For more details about how to interpret a ROC curves and an AUC, see the Drawing ROC Curve recipe.
Ingredients
|
This recipe is based on the scikit-learn example: Receiver Operating Characteristic (ROC) with cross validation
Difficulty level
Download
Solution
The plot_ROC_curves function
calculates and depicts the ROC response for each molecule of the same activity class.
Prior to calling the plot_ROC_curves
function, two fingerprint databases are initialized with a specific fingerprint type
(Tree, Path, Circular).
The first, active_fpdb
, stores the fingerprints of molecules that belong to the
same activity class. While the other database, decoy_fpdb
, stores fingerprints
for decoy molecules i.e. molecules with different or unknown activity classes.
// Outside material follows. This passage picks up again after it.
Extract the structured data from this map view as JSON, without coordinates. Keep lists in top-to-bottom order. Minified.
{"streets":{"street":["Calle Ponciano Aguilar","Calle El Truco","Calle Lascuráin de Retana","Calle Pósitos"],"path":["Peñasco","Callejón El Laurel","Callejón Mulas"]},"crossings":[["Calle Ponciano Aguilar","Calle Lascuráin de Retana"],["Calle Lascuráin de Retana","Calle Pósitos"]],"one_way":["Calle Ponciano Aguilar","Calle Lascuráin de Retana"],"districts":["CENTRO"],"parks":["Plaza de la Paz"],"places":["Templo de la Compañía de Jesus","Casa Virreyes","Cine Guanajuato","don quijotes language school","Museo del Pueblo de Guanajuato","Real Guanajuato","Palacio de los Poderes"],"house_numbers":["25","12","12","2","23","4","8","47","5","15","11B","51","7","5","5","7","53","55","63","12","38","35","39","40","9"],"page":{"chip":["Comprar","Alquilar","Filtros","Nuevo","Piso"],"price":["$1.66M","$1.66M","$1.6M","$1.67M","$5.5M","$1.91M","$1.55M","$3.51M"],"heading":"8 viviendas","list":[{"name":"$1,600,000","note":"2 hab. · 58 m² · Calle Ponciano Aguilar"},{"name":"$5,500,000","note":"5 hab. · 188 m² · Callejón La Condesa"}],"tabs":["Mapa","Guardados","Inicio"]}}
The plot_ROC_curves function iterates over all the fingerprint in the active dataset and calculates all the similarity scores for both the actives and the decoys by calling the OEFastFPDatabase.GetScores method (lines 19-20). The option (OEFPDatabaseOptions) used for calculating similarity scores ensures that all similarity scores are returned (lines 12-13). The calculated similarity scores are then combined and the ROC curve and AUC number are calculated (and accumulated).
After calculating (and depicting) all the ROC curves to see the variance of the curve for each molecule of the active set (thin green lines), the mean ROC curve (thick green line) and standard deviation (gray region) are also depicted. Finally, the mean AUC (area under curve) and its standard deviation are calculated and plotted.
The generated graph reveals how well the fingerprint method performs for the given activity class and how the retrial rate can be effected when different molecules from the active set are used to the other actives.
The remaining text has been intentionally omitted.